### [Problem requirements]
Check every line of the listing below for "main", and report how many lines have it, as a number with nothing more.
★ ★ ★ ★ ★ ★ ★
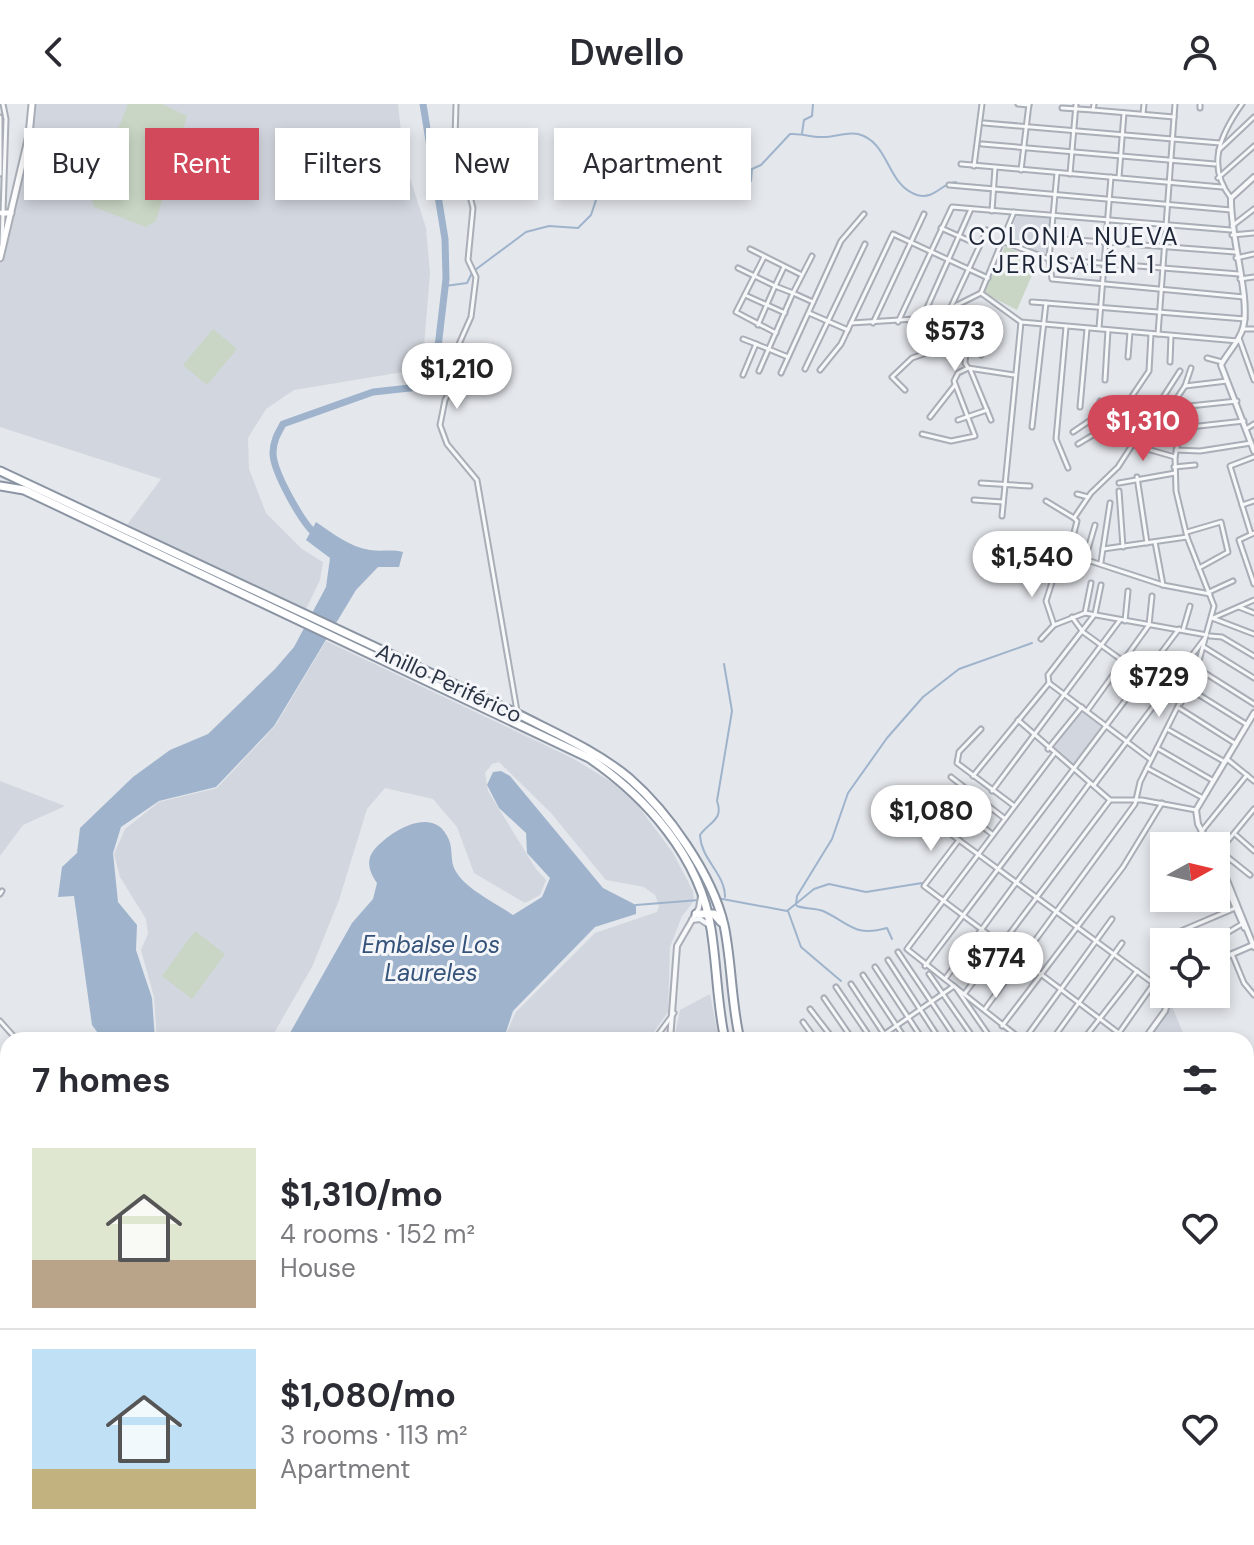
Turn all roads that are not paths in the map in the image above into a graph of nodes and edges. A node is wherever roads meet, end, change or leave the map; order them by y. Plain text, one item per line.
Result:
1 (3, 104) edge
2 (32, 104) edge
3 (456, 104) edge
4 (982, 104) edge
5 (1018, 104) edge
6 (1029, 104) edge
7 (1094, 104) edge
8 (1144, 104) edge
9 (1175, 104) edge
10 (1242, 104) edge
11 (1076, 106) edge
12 (1062, 108) dead end
13 (1093, 110) junction
14 (1125, 112) junction
15 (1143, 114) junction
16 (0, 117) edge
17 (1174, 117) junction
18 (1254, 117) edge
19 (984, 123) dead end
20 (1026, 127) junction
21 (1074, 130) junction
22 (1123, 135) junction
23 (1173, 139) junction
24 (1220, 143) junction
25 (982, 144) dead end
26 (1254, 146) edge
27 (1024, 147) junction
28 (1218, 151) junction
29 (1072, 152) junction
30 (1121, 155) junction
31 (1171, 160) junction
32 (961, 164) dead end
33 (1215, 164) junction
34 (974, 166) junction
35 (995, 168) junction
36 (1021, 170) junction
37 (1057, 173) junction
38 (0, 174) edge
39 (1070, 174) junction
40 (1111, 177) junction
41 (1119, 177) junction
42 (1254, 177) edge
43 (1218, 178) junction
44 (1170, 182) junction
45 (949, 185) dead end
46 (1222, 187) junction
47 (993, 189) junction
48 (1055, 194) junction
49 (1231, 198) junction
50 (1110, 199) junction
51 (1168, 204) junction
52 (971, 209) junction
53 (1254, 209) edge
54 (1231, 210) junction
55 (1, 211) edge
56 (992, 211) junction
57 (1014, 212) junction
58 (11, 213) junction
59 (864, 214) dead end
60 (924, 214) dead end
61 (1054, 216) junction
62 (1108, 221) junction
63 (1167, 225) junction
64 (941, 228) junction
65 (987, 230) dead end
66 (1232, 230) junction
67 (1254, 233) edge
68 (960, 236) junction
69 (1051, 238) junction
70 (1004, 242) junction
71 (1107, 242) junction
72 (912, 243) junction
73 (865, 244) dead end
74 (979, 245) junction
75 (1165, 246) junction
76 (750, 249) dead end
77 (930, 252) junction
78 (1254, 254) edge
79 (1235, 255) junction
80 (1, 256) edge
81 (812, 256) dead end
82 (764, 257) junction
83 (1049, 259) junction
84 (948, 261) junction
85 (1105, 263) junction
86 (784, 267) junction
87 (738, 268) dead end
88 (1163, 268) junction
89 (968, 269) junction
90 (802, 274) junction
91 (754, 276) junction
92 (1240, 277) junction
93 (1254, 277) edge
94 (988, 278) junction
95 (1103, 285) junction
96 (775, 286) junction
97 (1161, 290) junction
98 (793, 293) junction
99 (981, 293) junction
100 (744, 295) junction
101 (1244, 299) junction
102 (1254, 300) edge
103 (813, 302) junction
104 (1032, 302) dead end
105 (1046, 303) junction
106 (767, 305) junction
107 (957, 305) junction
108 (1101, 307) junction
109 (950, 309) junction
110 (1160, 310) junction
111 (969, 312) junction
112 (785, 313) junction
113 (809, 313) junction
114 (931, 318) junction
115 (1245, 319) junction
116 (921, 320) junction
117 (827, 322) junction
118 (898, 322) junction
119 (1021, 322) junction
120 (851, 323) junction
121 (873, 323) junction
122 (1043, 324) junction
123 (758, 325) junction
124 (1066, 327) junction
125 (1087, 329) junction
126 (1243, 329) junction
127 (1254, 329) edge
128 (848, 330) junction
129 (1099, 330) junction
130 (1108, 330) junction
131 (1130, 332) junction
132 (776, 333) junction
133 (1151, 334) junction
134 (1158, 334) junction
135 (1171, 336) junction
136 (743, 339) dead end
137 (1238, 339) junction
138 (756, 344) junction
139 (769, 349) junction
140 (981, 355) dead end
141 (788, 357) junction
142 (1128, 357) dead end
143 (1207, 358) dead end
144 (1170, 362) dead end
145 (1222, 362) junction
146 (969, 368) junction
147 (1191, 368) dead end
148 (805, 369) dead end
149 (820, 370) dead end
150 (759, 371) dead end
151 (1180, 371) dead end
152 (781, 373) dead end
153 (743, 375) dead end
154 (1016, 375) junction
155 (1105, 380) dead end
156 (1254, 380) edge
157 (1227, 381) junction
158 (955, 385) junction
159 (1185, 386) junction
160 (905, 390) dead end
161 (1100, 401) dead end
162 (1237, 401) junction
163 (1080, 407) dead end
164 (1110, 407) junction
165 (1180, 407) junction
166 (1170, 408) junction
167 (987, 410) junction
168 (1120, 414) junction
169 (930, 417) dead end
170 (968, 417) junction
171 (958, 420) dead end
172 (991, 420) dead end
173 (1244, 421) junction
174 (1147, 422) junction
175 (1254, 424) edge
176 (1158, 426) junction
177 (1032, 427) dead end
178 (1143, 429) junction
179 (1246, 429) junction
180 (1179, 430) junction
181 (1073, 432) dead end
182 (922, 434) dead end
183 (1251, 443) junction
184 (1078, 444) dead end
185 (1133, 445) junction
186 (1176, 450) junction
187 (1254, 454) edge
188 (1175, 457) junction
189 (1195, 465) dead end
190 (1174, 467) junction
191 (1068, 468) dead end
192 (0, 471) edge
193 (1175, 473) junction
194 (1137, 477) junction
195 (981, 483) dead end
196 (1119, 483) dead end
197 (0, 486) edge
198 (1006, 486) junction
199 (1030, 486) dead end
200 (1119, 491) dead end
201 (1077, 494) dead end
202 (1088, 497) junction
203 (974, 500) dead end
204 (1046, 501) dead end
205 (1254, 501) edge
206 (1003, 502) junction
207 (1110, 503) dead end
208 (1242, 505) junction
209 (1002, 516) dead end
210 (1074, 518) junction
211 (1095, 525) dead end
212 (1253, 534) edge
213 (1187, 535) junction
214 (1155, 542) junction
215 (1147, 543) junction
216 (1123, 547) junction
217 (1103, 549) junction
218 (1085, 559) junction
219 (1101, 563) junction
220 (1199, 568) junction
221 (1054, 576) dead end
222 (1233, 581) dead end
223 (1091, 583) dead end
224 (1254, 584) edge
225 (1101, 585) dead end
226 (1163, 585) junction
227 (1128, 591) dead end
228 (1209, 593) junction
229 (1152, 596) dead end
230 (1254, 600) edge
231 (1190, 606) dead end
232 (1238, 606) junction
233 (285, 610) junction
234 (1085, 613) junction
235 (1254, 613) edge
236 (1095, 614) junction
237 (1072, 617) junction
238 (1212, 618) junction
239 (1122, 620) junction
240 (1054, 625) junction
241 (1149, 625) junction
242 (1181, 629) junction
243 (1083, 632) junction
244 (1254, 634) edge
245 (1209, 636) junction
246 (347, 639) junction
247 (1041, 639) dead end
248 (1101, 645) junction
249 (1204, 647) junction
250 (1254, 656) edge
251 (1124, 662) junction
252 (1197, 668) junction
253 (1143, 677) junction
254 (1254, 678) edge
255 (1049, 683) junction
256 (1188, 688) junction
257 (1163, 691) junction
258 (1065, 694) junction
259 (1254, 704) edge
260 (1180, 706) junction
261 (1082, 707) junction
262 (1087, 711) junction
263 (1254, 713) edge
264 (518, 714) junction
265 (1018, 720) junction
266 (1107, 725) junction
267 (1247, 725) junction
268 (981, 729) dead end
269 (1168, 730) junction
270 (1033, 734) junction
271 (1127, 740) junction
272 (1236, 744) junction
273 (1157, 748) junction
274 (1048, 749) junction
275 (1054, 754) junction
276 (1150, 759) junction
277 (1226, 760) junction
278 (1146, 767) junction
279 (1073, 769) junction
280 (1247, 775) junction
281 (973, 776) junction
282 (951, 777) dead end
283 (1214, 781) junction
284 (1254, 781) edge
285 (1091, 785) junction
286 (992, 791) junction
287 (941, 794) dead end
288 (1203, 798) junction
289 (1110, 800) junction
290 (1136, 801) junction
291 (1162, 803) junction
292 (1013, 805) junction
293 (1254, 809) edge
294 (1196, 810) junction
295 (1248, 816) junction
296 (1004, 818) junction
297 (933, 821) dead end
298 (1254, 821) edge
299 (1201, 832) joint
300 (992, 834) junction
301 (1235, 834) junction
302 (959, 840) junction
303 (1230, 840) edge
304 (1254, 851) edge
305 (978, 854) junction
306 (1230, 861) edge
307 (997, 868) junction
308 (1250, 875) dead end
309 (1230, 882) edge
310 (1017, 883) junction
311 (701, 889) junction
312 (1036, 898) junction
313 (1230, 898) edge
314 (943, 902) junction
315 (1235, 908) junction
316 (708, 912) junction
317 (1057, 913) junction
318 (696, 914) junction
319 (962, 917) junction
320 (1112, 919) dead end
321 (690, 921) junction
322 (1242, 924) junction
323 (1076, 927) junction
324 (711, 928) junction
325 (724, 928) junction
326 (1188, 928) edge
327 (982, 931) junction
328 (1230, 931) edge
329 (1252, 934) edge
330 (1096, 942) junction
331 (1122, 943) dead end
332 (1002, 945) junction
333 (1253, 946) edge
334 (898, 952) dead end
335 (1232, 954) joint
336 (1115, 955) junction
337 (888, 960) dead end
338 (1021, 960) junction
339 (925, 966) junction
340 (875, 967) dead end
341 (1137, 971) junction
342 (929, 974) dead end
343 (863, 975) dead end
344 (1040, 975) junction
345 (945, 979) junction
346 (1150, 981) edge
347 (851, 984) dead end
348 (954, 986) junction
349 (836, 987) dead end
350 (1150, 987) edge
351 (1060, 989) junction
352 (944, 993) junction
353 (965, 993) junction
354 (1254, 995) edge
355 (824, 998) dead end
356 (931, 1002) junction
357 (1080, 1004) junction
358 (1166, 1008) edge
359 (720, 1009) junction
360 (810, 1009) dead end
361 (920, 1009) junction
362 (985, 1009) junction
363 (735, 1012) junction
364 (674, 1013) junction
365 (908, 1017) junction
366 (1099, 1019) junction
367 (803, 1022) dead end
368 (896, 1026) junction
369 (1002, 1026) junction
370 (660, 1032) edge
371 (671, 1032) edge
372 (724, 1032) edge
373 (739, 1032) edge
374 (810, 1032) edge
375 (828, 1032) edge
376 (847, 1032) edge
377 (868, 1032) edge
378 (883, 1032) edge
379 (887, 1032) edge
380 (900, 1032) edge
381 (918, 1032) edge
382 (935, 1032) edge
383 (952, 1032) edge
384 (970, 1032) edge
385 (986, 1032) edge
386 (1011, 1032) edge
387 (1029, 1032) edge
388 (1058, 1032) edge
389 (1089, 1032) edge
390 (1118, 1032) edge
391 (1120, 1032) edge
392 (1150, 1032) edge

1 - 55 street
2 - 58 main road
3 - 264 street
4 - 34 street
5 - 6 street
6 - 20 street
7 - 13 street
8 - 15 street
9 - 17 street
10 - 24 street
11 - 12 street
11 - 13 street
11 - 21 street
13 - 14 street
14 - 15 street
14 - 22 street
15 - 17 street
16 - 38 street
17 - 23 street
18 - 28 street
19 - 20 street
20 - 21 street
20 - 27 street
21 - 22 street
21 - 29 street
22 - 23 street
22 - 30 street
23 - 24 street
23 - 31 street
24 - 28 street
25 - 27 street
26 - 43 street
27 - 29 street
27 - 36 street
28 - 33 street
29 - 30 street
29 - 39 street
30 - 31 street
30 - 41 street
31 - 33 street
31 - 44 street
32 - 34 street
33 - 43 street
34 - 35 street
35 - 36 street
35 - 47 street
36 - 37 street
37 - 39 street
37 - 48 street
39 - 40 street
40 - 41 street
40 - 50 street
41 - 44 street
42 - 49 street
43 - 46 street
44 - 46 street
44 - 51 street
45 - 47 street
46 - 49 street
47 - 48 street
47 - 56 street
48 - 50 street
48 - 61 street
49 - 54 street
50 - 51 street
50 - 62 street
51 - 54 street
51 - 63 street
52 - 56 street
52 - 64 street
52 - 68 street
53 - 66 street
54 - 66 street
55 - 58 main road
55 - 80 street
56 - 57 street
57 - 61 street
57 - 70 street
58 - 80 main road
59 - 103 street
60 - 72 street
61 - 62 street
61 - 69 street
62 - 63 street
62 - 71 street
63 - 66 street
63 - 75 street
64 - 68 street
64 - 77 street
65 - 74 street
66 - 67 street
66 - 79 street
68 - 74 street
68 - 84 street
69 - 71 street
69 - 83 street
70 - 83 street
70 - 94 street
71 - 75 street
71 - 85 street
72 - 77 street
72 - 120 street
72 - 121 street
73 - 117 street
74 - 89 street
75 - 79 street
75 - 88 street
76 - 82 street
77 - 84 street
77 - 118 street
78 - 79 street
79 - 92 street
81 - 90 street
82 - 86 street
82 - 91 street
83 - 85 street
83 - 95 street
84 - 89 street
84 - 116 street
85 - 88 street
85 - 95 street
86 - 90 street
86 - 96 street
87 - 91 street
88 - 92 street
88 - 97 street
89 - 94 street
89 - 109 street
90 - 98 street
91 - 96 street
91 - 100 street
92 - 93 street
92 - 101 street
94 - 99 street
95 - 97 street
95 - 108 street
96 - 98 street
96 - 106 street
97 - 101 street
97 - 110 street
98 - 103 street
98 - 112 street
99 - 107 street
99 - 119 street
100 - 106 street
100 - 123 street
101 - 102 street
101 - 115 street
103 - 113 street
104 - 105 street
105 - 108 street
105 - 122 street
106 - 112 street
106 - 123 street
107 - 109 street
107 - 111 street
108 - 110 street
108 - 129 street
109 - 114 street
110 - 115 street
110 - 134 street
111 - 140 street
111 - 146 street
112 - 132 street
113 - 117 street
113 - 141 street
114 - 116 street
114 - 160 street
115 - 126 street
116 - 118 street
117 - 128 street
117 - 148 street
118 - 121 street
119 - 122 street
119 - 154 street
120 - 121 street
120 - 128 street
122 - 124 street
122 - 177 street
123 - 132 street
124 - 125 street
124 - 191 street
125 - 129 street
125 - 163 street
126 - 127 street
126 - 137 street
128 - 149 street
129 - 130 street
130 - 131 street
130 - 155 street
131 - 133 street
131 - 142 street
132 - 139 street
133 - 134 street
133 - 168 street
134 - 135 street
135 - 137 street
135 - 144 street
136 - 138 street
137 - 145 street
137 - 156 street
138 - 139 street
138 - 153 street
139 - 141 street
139 - 150 street
141 - 152 street
143 - 145 street
145 - 157 street
146 - 154 street
146 - 158 street
146 - 167 street
147 - 159 street
151 - 174 street
154 - 198 street
157 - 159 street
157 - 162 street
158 - 169 street
158 - 170 street
159 - 166 street
161 - 164 street
162 - 165 street
162 - 173 street
164 - 168 street
164 - 181 street
165 - 166 street
165 - 180 street
166 - 176 street
167 - 170 street
167 - 172 street
168 - 178 street
168 - 184 street
170 - 171 street
170 - 182 street
173 - 179 street
173 - 180 street
174 - 176 street
174 - 178 street
175 - 179 street
176 - 180 street
178 - 185 street
179 - 183 street
180 - 186 street
183 - 186 street
183 - 187 street
185 - 188 street
185 - 202 street
186 - 188 street
187 - 208 street
188 - 190 street
189 - 190 street
190 - 193 street
192 - 233 highway, Anillo Periférico
193 - 194 street
193 - 213 street
194 - 196 street
194 - 215 street
195 - 198 street
197 - 233 highway, Anillo Periférico
198 - 199 street
198 - 206 street
200 - 216 street
201 - 202 street
202 - 210 street
203 - 206 street
204 - 210 street
205 - 208 street
206 - 209 street
207 - 217 street
208 - 212 street
210 - 218 street
211 - 218 street
212 - 224 street
213 - 214 street
213 - 220 street
213 - 220 street
214 - 215 street
214 - 226 street
215 - 216 street
216 - 217 street
217 - 219 street
218 - 219 street
219 - 226 street
220 - 228 street
221 - 240 street
222 - 228 street
223 - 234 street
225 - 236 street
226 - 228 street
227 - 239 street
228 - 238 street
229 - 241 street
230 - 232 street
231 - 242 street
232 - 235 street
232 - 238 street
233 - 246 highway, Anillo Periférico
234 - 236 street
234 - 237 street
236 - 239 street
236 - 243 street
237 - 240 street
237 - 243 street
238 - 244 street
238 - 245 street
239 - 241 street
239 - 248 street
240 - 247 street
241 - 242 street
241 - 251 street
242 - 245 street
242 - 253 street
243 - 248 street
243 - 255 street
245 - 249 street
245 - 250 street
245 - 257 street
246 - 264 highway, Anillo Periférico
246 - 311 highway, Anillo Periférico
248 - 251 street
248 - 258 street
249 - 252 street
249 - 254 street
251 - 253 street
251 - 262 street
252 - 256 street
252 - 259 street
253 - 257 street
253 - 266 street
255 - 258 street
255 - 265 street
256 - 260 street
256 - 267 street
257 - 260 street
257 - 271 street
258 - 261 street
258 - 270 street
260 - 269 street
260 - 272 street
261 - 262 street
261 - 274 street
262 - 266 street
263 - 267 street
264 - 325 highway, Anillo Periférico
265 - 270 street
265 - 281 street
266 - 271 street
266 - 279 street
267 - 272 street
268 - 281 street
269 - 273 street
269 - 277 street
270 - 274 street
270 - 286 street
271 - 276 street
271 - 285 street
272 - 277 street
273 - 276 street
273 - 283 street
274 - 275 street
275 - 279 street
275 - 292 street
276 - 278 street
277 - 280 street
277 - 283 street
278 - 288 street
278 - 290 street
279 - 285 street
279 - 307 street
280 - 284 street
280 - 299 street
281 - 286 street
282 - 296 street
283 - 288 street
285 - 289 street
285 - 310 street
286 - 292 street
287 - 300 street
288 - 294 street
289 - 290 street
289 - 312 street
290 - 291 street
290 - 317 street
291 - 294 street
291 - 323 street
292 - 296 street
293 - 295 street
294 - 299 street
295 - 298 street
295 - 301 street
296 - 300 street
297 - 302 street
300 - 305 street
301 - 303 street
301 - 304 street
302 - 305 street
302 - 314 street
305 - 307 street
305 - 314 street
306 - 308 street
307 - 310 street
307 - 319 street
309 - 329 street
310 - 312 street
310 - 327 street
311 - 316 highway, Anillo Periférico
311 - 318 street
312 - 317 street
312 - 332 street
313 - 315 street
314 - 319 street
314 - 339 street
315 - 322 street
315 - 326 street
316 - 318 highway
316 - 324 highway, Anillo Periférico
316 - 325 highway
317 - 323 street
317 - 338 street
318 - 321 street
319 - 327 street
319 - 339 street
320 - 330 street
321 - 324 street
321 - 364 street
322 - 328 street
322 - 333 street
323 - 330 street
323 - 344 street
324 - 359 highway, Anillo Periférico
325 - 363 highway, Anillo Periférico
327 - 332 street
327 - 345 street
329 - 333 street
330 - 336 street
330 - 351 street
331 - 336 street
332 - 338 street
332 - 353 street
333 - 335 street
334 - 356 street
335 - 354 street
336 - 341 street
336 - 357 street
337 - 361 street
338 - 344 street
338 - 362 street
339 - 345 street
340 - 365 street
341 - 346 street
341 - 366 street
342 - 352 street
343 - 368 street
344 - 351 street
344 - 369 street
345 - 348 street
347 - 378 street
348 - 352 street
348 - 353 street
348 - 385 street
349 - 377 street
350 - 391 street
351 - 357 street
351 - 387 street
352 - 356 street
352 - 384 street
353 - 362 street
355 - 376 street
356 - 361 street
356 - 383 street
357 - 366 street
357 - 388 street
358 - 392 street
359 - 363 highway
359 - 372 highway, Anillo Periférico
360 - 375 street
361 - 365 street
361 - 382 street
362 - 369 street
363 - 373 highway, Anillo Periférico
364 - 370 street
364 - 371 street
365 - 368 street
365 - 381 street
366 - 389 street
366 - 390 street
367 - 374 street
368 - 379 street
368 - 380 street
369 - 386 street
★ ★ ★ ★ ★ ★ ★
### [Reply]
3